The forum was intended to focus on education issues, and the discussion among business, education and community leaders covered a wide variety of related topics:
• Tax cuts: With the General Assembly set to convene for its “short” session in May, Moore raised the topic of further tax cuts. “North Carolina is doing well with the tax reform we’ve adopted,” he said, noting that the state has moved from 44th to 11th in rankings by the conservative Tax Foundation.
He added that average take-home pay and salaries have increased, and that Forbes recently ranked North Carolina the number-one state in the nation to do business.
“We’ve had great reform. We have other tax cuts that are going to trigger and go in this year. I don’t see the need to adopt another round of tax reform this year,” Moore said. “I think we’ve got good things in place. We need to let the dust settle.”
Considerable discussion followed on state tax policy and its impact on the ability to properly fund public education.
• Pre-Kindergarten: With a class-size bill legislators adopted last month, they eliminated the state’s entire waiting list for pre-K. In addition to providing for enough children to enroll, Moore said legislators are committed to providing qualified teachers, and the state’s universities play a key role in that.
• K-12 teacher salaries: Moore and Rep. Craig Horn, R-Union, said legislators have raised salaries for starting teachers from $32,000 in 2011 to $35,000 today, and that they aim to raise average teacher pay in the state to $50,000 and eventually $55,000.
• University faculty salaries: Moore acknowledged that while state university faculty received a raise last year, it was not enough to stem poaching by competing universities, and legislators need to do more.
• Connect NC bonds: The bonds NC voters approved in 2016 generate $10 million a month for the state’s economy, and that will soon jump to $40 million a month. University projects paid for by the bonds generally are in the STEM fields science, technology, engineering and mathematics.

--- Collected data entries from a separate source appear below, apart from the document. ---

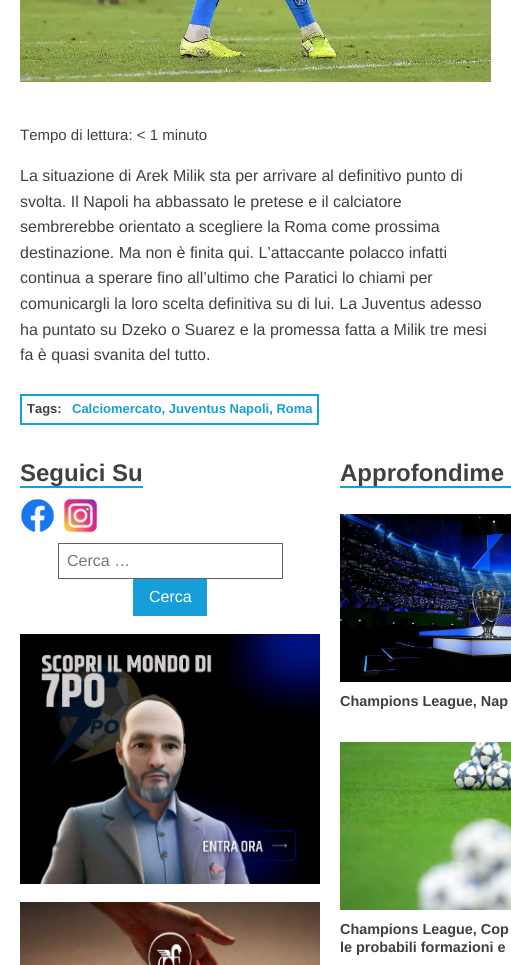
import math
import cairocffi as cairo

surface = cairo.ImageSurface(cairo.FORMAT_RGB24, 511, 965)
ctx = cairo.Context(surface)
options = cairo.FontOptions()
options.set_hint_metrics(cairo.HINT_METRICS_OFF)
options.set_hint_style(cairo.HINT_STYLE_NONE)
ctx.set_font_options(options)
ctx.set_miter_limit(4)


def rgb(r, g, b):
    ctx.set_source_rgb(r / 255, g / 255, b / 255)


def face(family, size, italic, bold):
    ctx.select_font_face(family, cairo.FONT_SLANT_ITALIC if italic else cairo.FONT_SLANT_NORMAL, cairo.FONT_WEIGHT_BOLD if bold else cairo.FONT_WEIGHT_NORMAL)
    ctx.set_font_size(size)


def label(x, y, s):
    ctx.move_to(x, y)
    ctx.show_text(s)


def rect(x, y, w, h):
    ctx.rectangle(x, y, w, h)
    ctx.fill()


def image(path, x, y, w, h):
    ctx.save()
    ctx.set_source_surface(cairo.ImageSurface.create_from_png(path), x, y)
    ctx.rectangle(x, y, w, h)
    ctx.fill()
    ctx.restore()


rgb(255, 255, 255)
ctx.paint()
image('image0.png', 20, 0, 471, 82)
face('Liberation Sans', 15, 0, 0)
rgb(64, 64, 64)
label(20, 140, 'Tempo di lettura: < 1 minuto')
face('Liberation Sans', 16, 0, 0)
label(20, 181, 'La situazione di Arek Milik sta per arrivare al definitivo punto di')
label(20, 207, 'svolta. Il Napoli ha abbassato le pretese e il calciatore')
label(20, 232, 'sembrerebbe orientato a scegliere la Roma come prossima')
label(20, 258, 'destinazione. Ma non è finita qui. L’attaccante polacco infatti')
label(20, 283, 'continua a sperare fino all’ultimo che Paratici lo chiami per')
label(20, 309, 'comunicargli la loro scelta definitiva su di lui. La Juventus adesso')
label(20, 335, 'ha puntato su Dzeko o Suarez e la promessa fatta a Milik tre mesi')
label(20, 360, 'fa è quasi svanita del tutto.')
ctx.rectangle(21, 395, 297, 29)
rgb(21, 158, 216)
ctx.stroke()
face('Liberation Sans', 13, 0, 1)
rgb(64, 64, 64)
label(27, 413, 'Tags:')
rgb(21, 158, 216)
label(72, 413, 'Calciomercato, Juventus Napoli, Roma')
rgb(22, 158, 216)
rect(20, 486, 123, 2)
face('Liberation Sans', 24, 0, 1)
rgb(64, 64, 64)
label(20, 481, 'Seguici Su')
image('image1.png', 21, 499, 33, 33)
image('image2.png', 63, 498, 35, 35)
ctx.rectangle(58.5, 543.5, 224, 35)
rgb(99, 94, 94)
ctx.set_line_width(1)
ctx.stroke()
face('Liberation Sans', 16, 0, 0)
rgb(117, 117, 117)
label(67, 566, 'Cerca …')
rgb(22, 158, 216)
rect(133, 579, 74, 37)
rgb(255, 255, 255)
label(149, 602, 'Cerca')
image('image3.png', 20, 634, 300, 250)
image('image4.png', 20, 902, 300, 63)
rgb(22, 158, 216)
rect(340, 486, 171, 2)
face('Liberation Sans', 24, 0, 1)
rgb(64, 64, 64)
label(340, 481, 'Approfondime')
image('image5.png', 340, 514, 171, 168)
face('Liberation Sans', 14.4, 0, 1)
label(340, 706, 'Champions League, Nap')
image('image6.png', 340, 742, 171, 168)
label(340, 934, 'Champions League, Cop')
label(340, 952, 'le probabili formazioni e')
surface.write_to_png('render.png')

• Research at UNC-CH and NCSU: UNC-Chapel Hill ranks among the nation’s top universities in funding from the National Institutes of Health. Moore emphasized that legislators need to support more research positions on UNC System campuses to leverage federal dollars.
• NC Promise: A new program will offer in-state tuition of $500 a semester at Western Carolina University, UNC Pembroke and Elizabeth City State University starting next fall. The $51 million effort helps meet the state’s constitutional mandate for low tuition, and the NC Promise schools have seen a significant increase in applications.

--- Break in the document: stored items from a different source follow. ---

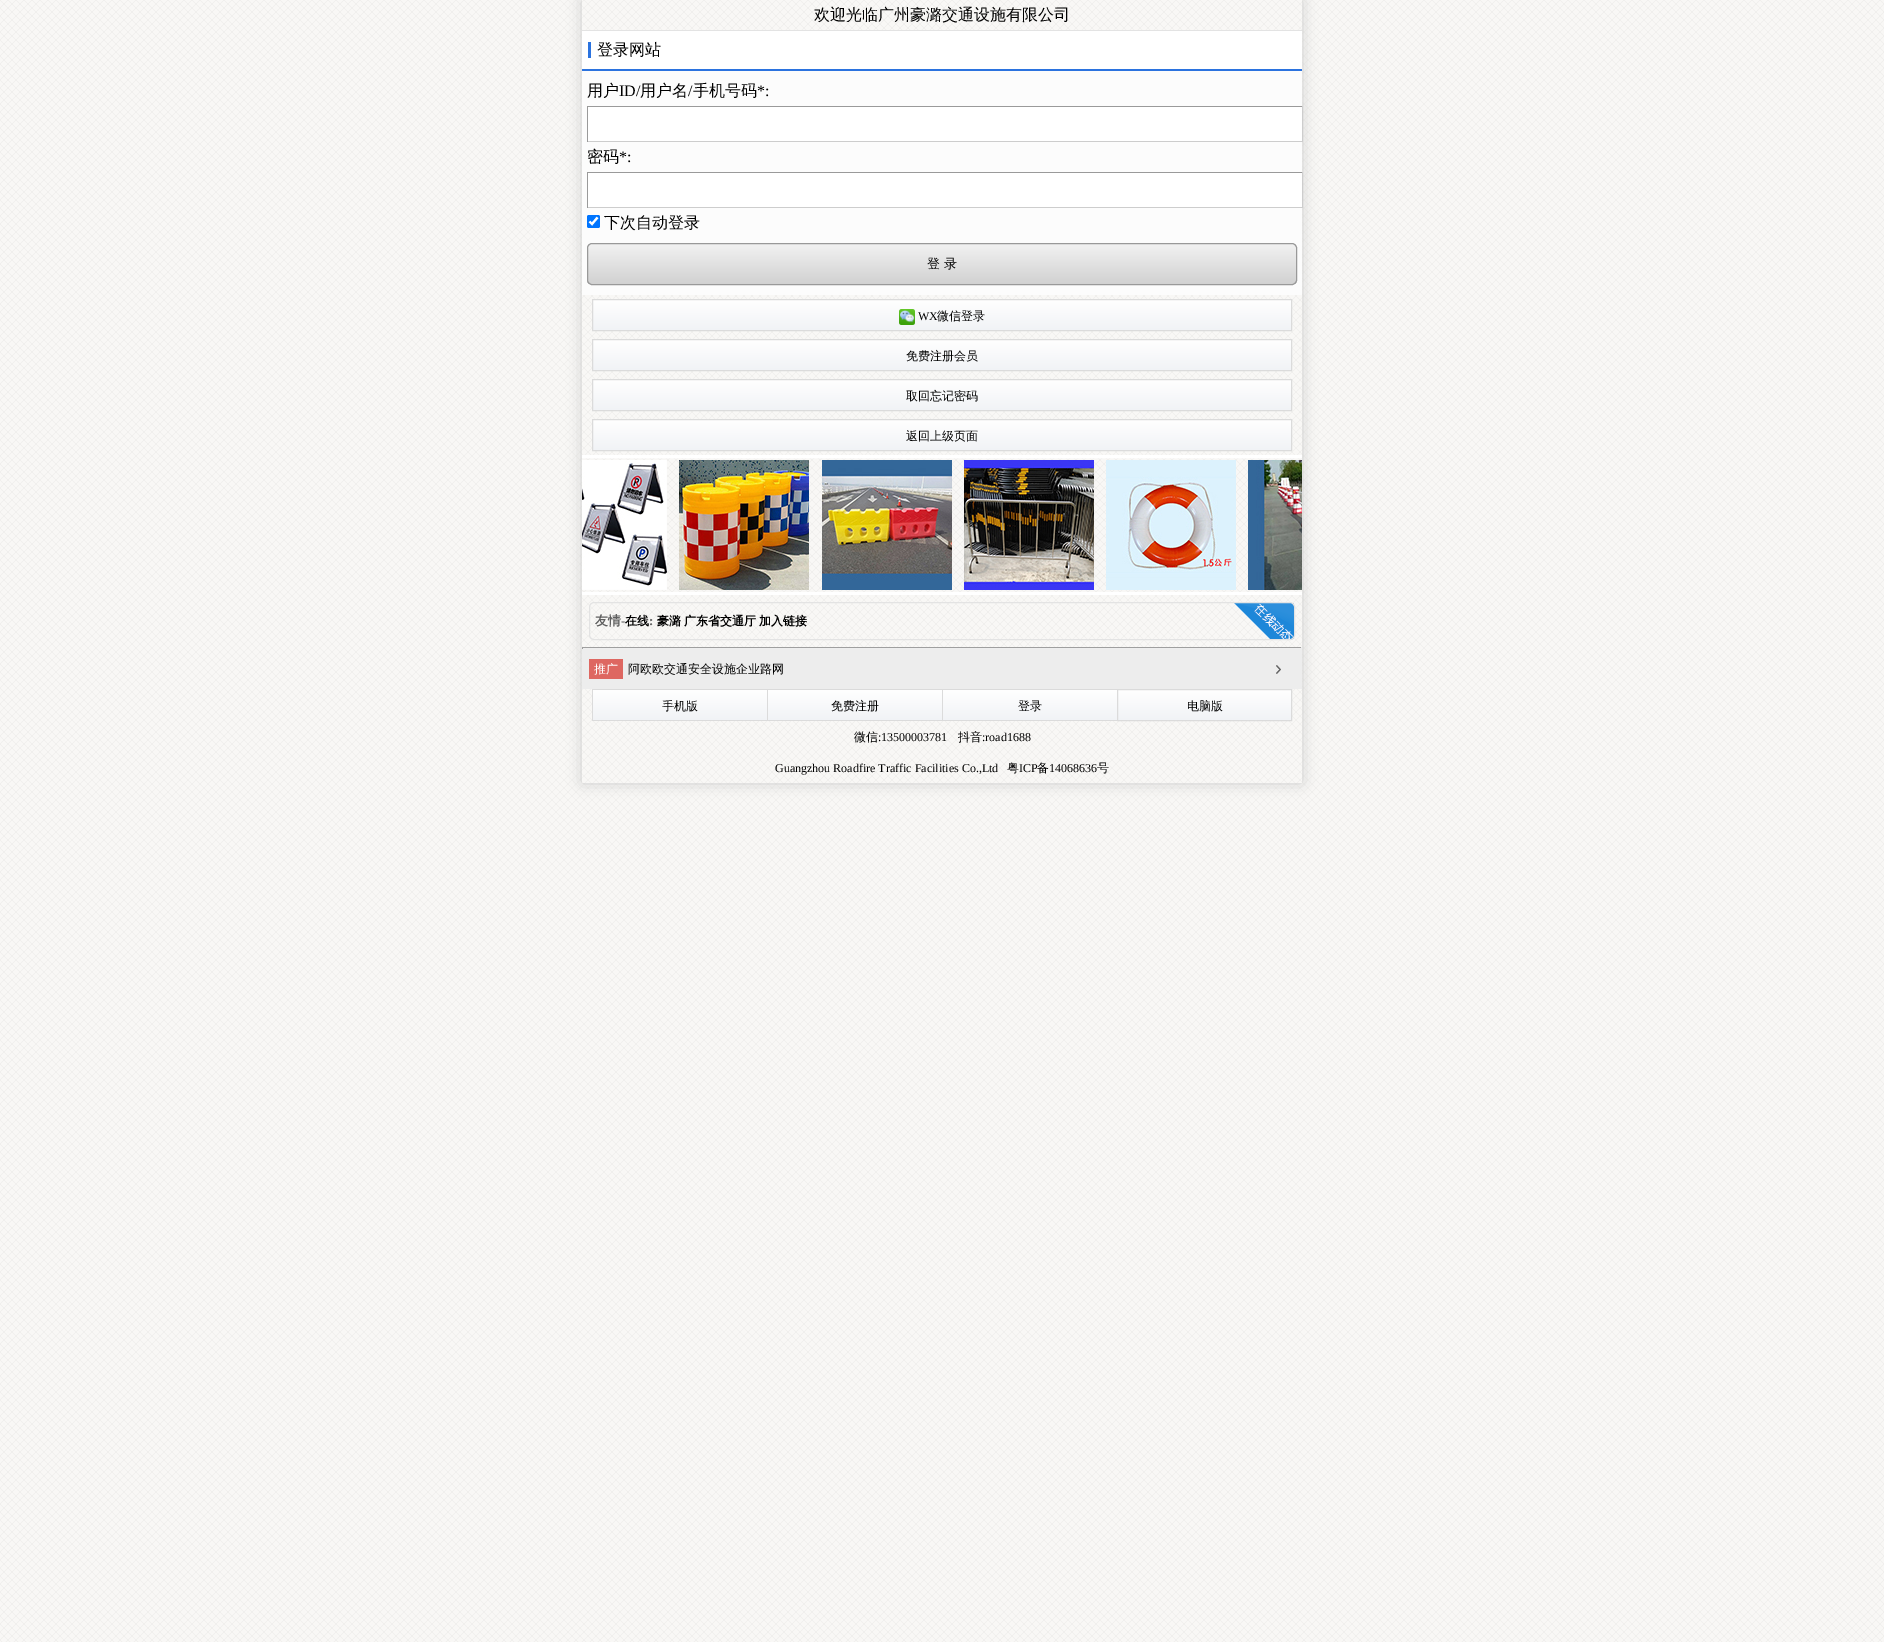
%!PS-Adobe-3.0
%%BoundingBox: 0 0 1884 1642
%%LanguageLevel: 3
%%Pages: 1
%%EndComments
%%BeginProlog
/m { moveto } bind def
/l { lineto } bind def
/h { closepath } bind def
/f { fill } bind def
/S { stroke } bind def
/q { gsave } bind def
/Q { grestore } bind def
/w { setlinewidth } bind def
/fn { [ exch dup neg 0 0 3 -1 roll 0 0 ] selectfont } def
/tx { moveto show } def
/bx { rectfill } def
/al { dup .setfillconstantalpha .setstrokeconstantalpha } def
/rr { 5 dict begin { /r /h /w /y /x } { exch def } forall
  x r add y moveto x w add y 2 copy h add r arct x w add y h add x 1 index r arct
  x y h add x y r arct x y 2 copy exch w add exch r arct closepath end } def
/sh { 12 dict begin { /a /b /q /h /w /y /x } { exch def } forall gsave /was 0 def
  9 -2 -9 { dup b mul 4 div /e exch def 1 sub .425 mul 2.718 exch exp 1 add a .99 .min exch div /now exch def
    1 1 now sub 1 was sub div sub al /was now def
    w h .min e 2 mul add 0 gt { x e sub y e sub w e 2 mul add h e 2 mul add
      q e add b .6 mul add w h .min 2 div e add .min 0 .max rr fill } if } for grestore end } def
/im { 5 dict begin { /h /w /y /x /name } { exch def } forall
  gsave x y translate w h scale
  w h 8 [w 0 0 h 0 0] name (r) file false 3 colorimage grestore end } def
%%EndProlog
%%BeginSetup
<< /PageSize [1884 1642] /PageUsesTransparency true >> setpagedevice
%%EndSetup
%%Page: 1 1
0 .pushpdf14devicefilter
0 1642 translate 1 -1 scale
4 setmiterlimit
1 setgray
0 0 1884 1642 bx
(image0.raw) 0 0 1884 1642 im
q
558 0 m 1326 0 l 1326 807 l 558 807 l h 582 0 m 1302 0 l 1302 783 l 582 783 l h eoclip newpath
0.8 setgray
582 0 720 783 0 7.5 1 sh
Q
/WenQuanYiZenHei-Medium 16 fn
0 setgray
(欢迎光临广州豪潞交通设施有限公司) 814 20 tx
1 setgray
582 31 720 38 bx
0.169 0.451 0.875 setrgbcolor
588 42 3 16 bx
0.89 setgray
582 30 720 1 bx
0.169 0.451 0.875 setrgbcolor
582 69 720 2 bx
0 setgray
(登录网站) 597 55 tx
0.988 setgray
582 71 720 224 bx
0 setgray
(用户) 587 96 tx
/LiberationSerif-Regular 16 fn
(ID/) 619 96 tx
/WenQuanYiZenHei-Medium 16 fn
(用户名) 640 96 tx
/LiberationSerif-Regular 16 fn
(/) 688 96 tx
/WenQuanYiZenHei-Medium 16 fn
(手机号码) 693 96 tx
/LiberationSerif-Regular 16 fn
(*:) 757 96 tx
1 setgray
588 107 714 34 bx
0.604 setgray
587 106 716 1 bx
0.804 setgray
1302 106 1 36 bx
587 141 716 1 bx
0.604 setgray
587 106 1 36 bx
/WenQuanYiZenHei-Medium 16 fn
0 setgray
(密码) 587 162 tx
/LiberationSerif-Regular 16 fn
(*:) 619 162 tx
1 setgray
588 173 714 34 bx
0.604 setgray
587 172 716 1 bx
0.804 setgray
1302 172 1 36 bx
587 207 716 1 bx
0.604 setgray
587 172 1 36 bx
0 0.459 1 setrgbcolor
587 215 13 13 2 rr f
1 setgray
2.1 w
589.5 221.5 m 592 224 l 597.5 217.5 l S
/WenQuanYiZenHei-Medium 16 fn
0 setgray
(下次自动登录) 604 228 tx
q
587 243 710 42 5 rr clip newpath
q 587 244 m 1297 244 l 1297 284 l 587 284 l h clip newpath
<< /ShadingType 2 /ColorSpace /DeviceRGB /Coords [588 244 588 284] /Extend [true true] /Function << /FunctionType 2 /Domain [0 1] /C0 [0.949 0.949 0.949] /C1 [0.82 0.82 0.82] /N 1 >> >> shfill Q
Q
0.6 setgray
1 w
587.5 243.5 709 41 4.5 rr S
/WenQuanYiZenHei-Medium 13 fn
0 setgray
(登 录) 927 268 tx
q 593 300 m 1291 300 l 1291 330 l 593 330 l h clip newpath
<< /ShadingType 2 /ColorSpace /DeviceRGB /Coords [942 300 942 330] /Extend [true true] /Function << /FunctionType 2 /Domain [0 1] /C0 [1 1 1] /C1 [0.945 0.953 0.965] /N 1 >> >> shfill Q
0.859 setgray
592.5 299.5 699 31 rectstroke
(image1.raw) 899 309 16 16 im
/LiberationSerif-Regular 12 fn
0 setgray
(WX) 918 320 tx
/WenQuanYiZenHei-Medium 12 fn
(微信登录) 937 320 tx
q 593 340 m 1291 340 l 1291 370 l 593 370 l h clip newpath
<< /ShadingType 2 /ColorSpace /DeviceRGB /Coords [942 340 942 370] /Extend [true true] /Function << /FunctionType 2 /Domain [0 1] /C0 [1 1 1] /C1 [0.945 0.953 0.965] /N 1 >> >> shfill Q
0.859 setgray
592.5 339.5 699 31 rectstroke
0 setgray
(免费注册会员) 906 360 tx
q 593 380 m 1291 380 l 1291 410 l 593 410 l h clip newpath
<< /ShadingType 2 /ColorSpace /DeviceRGB /Coords [942 380 942 410] /Extend [true true] /Function << /FunctionType 2 /Domain [0 1] /C0 [1 1 1] /C1 [0.945 0.953 0.965] /N 1 >> >> shfill Q
0.859 setgray
592.5 379.5 699 31 rectstroke
0 setgray
(取回忘记密码) 906 400 tx
q 593 420 m 1291 420 l 1291 450 l 593 450 l h clip newpath
<< /ShadingType 2 /ColorSpace /DeviceRGB /Coords [942 420 942 450] /Extend [true true] /Function << /FunctionType 2 /Domain [0 1] /C0 [1 1 1] /C1 [0.945 0.953 0.965] /N 1 >> >> shfill Q
0.859 setgray
592.5 419.5 699 31 rectstroke
0 setgray
(返回上级页面) 906 440 tx
q
582 455 720 140 rectclip
1 setgray
3 w
533.5 456.5 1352 137 rectstroke
Q
(image2.raw) 582 460 85 130 im
(image3.raw) 679 460 130 130 im
(image4.raw) 822 460 130 130 im
(image5.raw) 964 460 130 130 im
(image6.raw) 1106 460 130 130 im
(image7.raw) 1248 460 54 130 im
(image8.raw) 1234 603 60 37 im
0.89 setgray
589.5 602.5 705 37 4.5 rr S
/WenQuanYiZenHei-Bold 13 fn
0.373 setgray
(友情) 595 625 tx
/LiberationSerif-Bold 13 fn
(-) 621 625 tx
/WenQuanYiZenHei-Bold 12 fn
0 setgray
(在线) 625 625 tx
/LiberationSerif-Bold 13 fn
0.373 setgray
(:) 649 625 tx
/WenQuanYiZenHei-Bold 12 fn
0 setgray
(豪潞) 657 625 tx
(广东省交通厅) 684 625 tx
(加入链接) 759 625 tx
0.624 setgray
582 647 720 1 bx
0.933 setgray
1301 647 1 2 bx
582 648 720 1 bx
0.624 setgray
582 647 1 2 bx
0.929 setgray
582 649 720 40 bx
(image9.raw) 1276 665 5 9 im
0.871 0.404 0.38 setrgbcolor
589 659 34 20 bx
/WenQuanYiZenHei-Medium 12 fn
1 setgray
(推广) 594 673 tx
0 setgray
(阿欧欧交通安全设施企业路网) 628 673 tx
q 593 690 m 767 690 l 767 720 l 593 720 l h clip newpath
<< /ShadingType 2 /ColorSpace /DeviceRGB /Coords [680 690 680 720] /Extend [true true] /Function << /FunctionType 2 /Domain [0 1] /C0 [1 1 1] /C1 [0.945 0.953 0.965] /N 1 >> >> shfill Q
0.859 setgray
592 689 525 1 bx
592 720 525 1 bx
592 689 1 32 bx
0 setgray
(手机版) 662 710 tx
q 768 690 m 942 690 l 942 720 l 768 720 l h clip newpath
<< /ShadingType 2 /ColorSpace /DeviceRGB /Coords [855 690 855 720] /Extend [true true] /Function << /FunctionType 2 /Domain [0 1] /C0 [1 1 1] /C1 [0.945 0.953 0.965] /N 1 >> >> shfill Q
0.859 setgray
767 689 1 32 bx
0 setgray
(免费注册) 831 710 tx
q 943 690 m 1117 690 l 1117 720 l 943 720 l h clip newpath
<< /ShadingType 2 /ColorSpace /DeviceRGB /Coords [1030 690 1030 720] /Extend [true true] /Function << /FunctionType 2 /Domain [0 1] /C0 [1 1 1] /C1 [0.945 0.953 0.965] /N 1 >> >> shfill Q
0.859 setgray
942 689 1 32 bx
0 setgray
(登录) 1018 710 tx
q 1118 690 m 1291 690 l 1291 720 l 1118 720 l h clip newpath
<< /ShadingType 2 /ColorSpace /DeviceRGB /Coords [1205 690 1205 720] /Extend [true true] /Function << /FunctionType 2 /Domain [0 1] /C0 [1 1 1] /C1 [0.945 0.953 0.965] /N 1 >> >> shfill Q
0.859 setgray
1117.5 689.5 174 31 rectstroke
0 setgray
(电脑版) 1187 710 tx
(微信) 854 741 tx
/LiberationSerif-Regular 12 fn
(:13500003781) 878 741 tx
/WenQuanYiZenHei-Medium 12 fn
(抖音) 958 741 tx
/LiberationSerif-Regular 12 fn
(:road1688) 982 741 tx
(Guangzhou Roadfire Traffic Facilities Co.,Ltd) 775 772 tx
/WenQuanYiZenHei-Medium 12 fn
(粤) 1007 772 tx
/LiberationSerif-Regular 12 fn
(ICP) 1019 772 tx
/WenQuanYiZenHei-Medium 12 fn
(备) 1037 772 tx
/LiberationSerif-Regular 12 fn
(14068636) 1049 772 tx
/WenQuanYiZenHei-Medium 12 fn
(号) 1097 772 tx
.poppdf14devicefilter showpage
%%EOF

• Guaranteed tuition: Along with NC Promise, legislators required that state universities charge students the same tuition level for four years.
• Early College: Moore said his younger son is a sophomore at an Early College high school, where students can earn as much as two years’ worth of college credit while completing high school. Students emerge with two years of college completed.
• Community colleges: In response to a question about short-term skills training at Forsyth Technical Community College, Moore said unemployed workers in his hometown of Kings Mountain turned to community colleges for training after a wave of textile-mill closings in the 1990s.
Horn, a co-chair of the House Education Appropriations Subcommittee, said legislators have begun to put dollars into apprenticeship programs they once ignored, and he said legislators need to provide more support for both skills training and Early College at the state’s community colleges.
MOORE CLOSED by noting that North Carolina is part of a global economy. “We’re not competing with other states; we’re competing with other countries,” he said.
Brandishing his iPhone, he asked whether anyone could have imagined such a device 30 years ago.
“What’s the technology that will be here 30 years from now that we’re not even thinking about? Some of those things are on the campuses,” he said. “Our colleges and universities are critical to developing that technology and developing that workforce to get us there.”